Projective measurements are sufficient for recycling nonlocality
Anna Steffinlongo, Armin Tavakoli

TL;DR
This paper demonstrates that nonlocality can be recycled using only projective measurements without unsharp measurements or quantum ancillas, challenging previous assumptions and broadening experimental possibilities.
Contribution
It shows that standard projective measurements suffice for recycling nonlocality, revealing larger violations with non-maximally entangled states and emphasizing practical experimental relevance.
Findings
Nonlocality can be recycled with projective measurements alone.
Non-maximally entangled states allow larger sequential violations.

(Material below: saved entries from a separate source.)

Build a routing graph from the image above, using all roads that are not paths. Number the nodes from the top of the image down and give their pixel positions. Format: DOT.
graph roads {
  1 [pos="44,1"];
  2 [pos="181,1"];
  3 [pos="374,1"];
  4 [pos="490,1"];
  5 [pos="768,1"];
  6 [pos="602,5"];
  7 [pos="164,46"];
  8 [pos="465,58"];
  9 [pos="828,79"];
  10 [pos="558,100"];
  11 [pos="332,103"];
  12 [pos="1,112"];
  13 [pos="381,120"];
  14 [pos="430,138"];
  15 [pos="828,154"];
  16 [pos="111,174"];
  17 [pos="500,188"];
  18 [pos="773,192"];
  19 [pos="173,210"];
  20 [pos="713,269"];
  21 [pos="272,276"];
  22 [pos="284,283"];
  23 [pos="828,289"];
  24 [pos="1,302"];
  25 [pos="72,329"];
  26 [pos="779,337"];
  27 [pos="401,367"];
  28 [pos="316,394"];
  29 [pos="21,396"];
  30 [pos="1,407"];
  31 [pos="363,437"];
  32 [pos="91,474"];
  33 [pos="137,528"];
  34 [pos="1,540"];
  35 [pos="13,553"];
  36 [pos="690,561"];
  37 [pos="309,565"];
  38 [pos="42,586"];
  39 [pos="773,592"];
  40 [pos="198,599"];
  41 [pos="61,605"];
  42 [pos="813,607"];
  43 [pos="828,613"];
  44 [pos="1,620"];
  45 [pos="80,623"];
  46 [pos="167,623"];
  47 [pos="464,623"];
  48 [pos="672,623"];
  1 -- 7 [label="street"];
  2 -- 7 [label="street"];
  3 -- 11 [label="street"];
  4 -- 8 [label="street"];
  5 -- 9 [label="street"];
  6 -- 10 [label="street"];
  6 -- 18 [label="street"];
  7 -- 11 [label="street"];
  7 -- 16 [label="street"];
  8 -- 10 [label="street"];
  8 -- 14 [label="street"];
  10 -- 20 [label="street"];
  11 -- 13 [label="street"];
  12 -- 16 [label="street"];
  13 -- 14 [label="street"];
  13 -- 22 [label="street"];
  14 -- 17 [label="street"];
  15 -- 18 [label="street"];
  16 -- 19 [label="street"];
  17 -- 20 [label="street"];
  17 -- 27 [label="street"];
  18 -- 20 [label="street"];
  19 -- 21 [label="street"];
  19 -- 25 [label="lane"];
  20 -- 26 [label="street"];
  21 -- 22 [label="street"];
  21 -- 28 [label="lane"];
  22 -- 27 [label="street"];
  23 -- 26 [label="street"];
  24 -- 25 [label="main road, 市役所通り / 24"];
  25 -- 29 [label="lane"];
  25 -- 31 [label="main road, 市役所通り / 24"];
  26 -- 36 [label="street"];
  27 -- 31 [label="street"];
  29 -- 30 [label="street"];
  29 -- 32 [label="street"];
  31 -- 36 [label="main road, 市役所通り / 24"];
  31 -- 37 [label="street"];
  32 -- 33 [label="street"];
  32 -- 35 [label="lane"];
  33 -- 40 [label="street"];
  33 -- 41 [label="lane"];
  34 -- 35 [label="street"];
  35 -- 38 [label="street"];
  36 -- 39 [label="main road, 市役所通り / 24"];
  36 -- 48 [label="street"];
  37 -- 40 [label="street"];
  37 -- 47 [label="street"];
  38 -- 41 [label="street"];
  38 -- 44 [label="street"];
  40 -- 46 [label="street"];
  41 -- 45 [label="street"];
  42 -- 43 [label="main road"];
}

Recycling is possible with local randomness and projective measurements.
Abstract
Unsharp measurements are widely seen as the key resource for recycling the nonlocality of an entangled state shared between several sequential observers. Contrasting this, we here show that nonlocality can be recycled using only standard projective measurements, without using quantum ancillas. Focusing on the CHSH inequality, we determine the optimal trade-off in the Bell parameters for a maximally entangled two-qubit state in the presence of shared classical randomness. We then find that non-maximally entangled states make possible larger sequential violations, which contrasts the standard CHSH scenario. Furthermore, we show that nonlocality can be recycled even when only using projective measurements and local randomness. We discuss the implications of our results for experimental implementations of sequential nonlocality.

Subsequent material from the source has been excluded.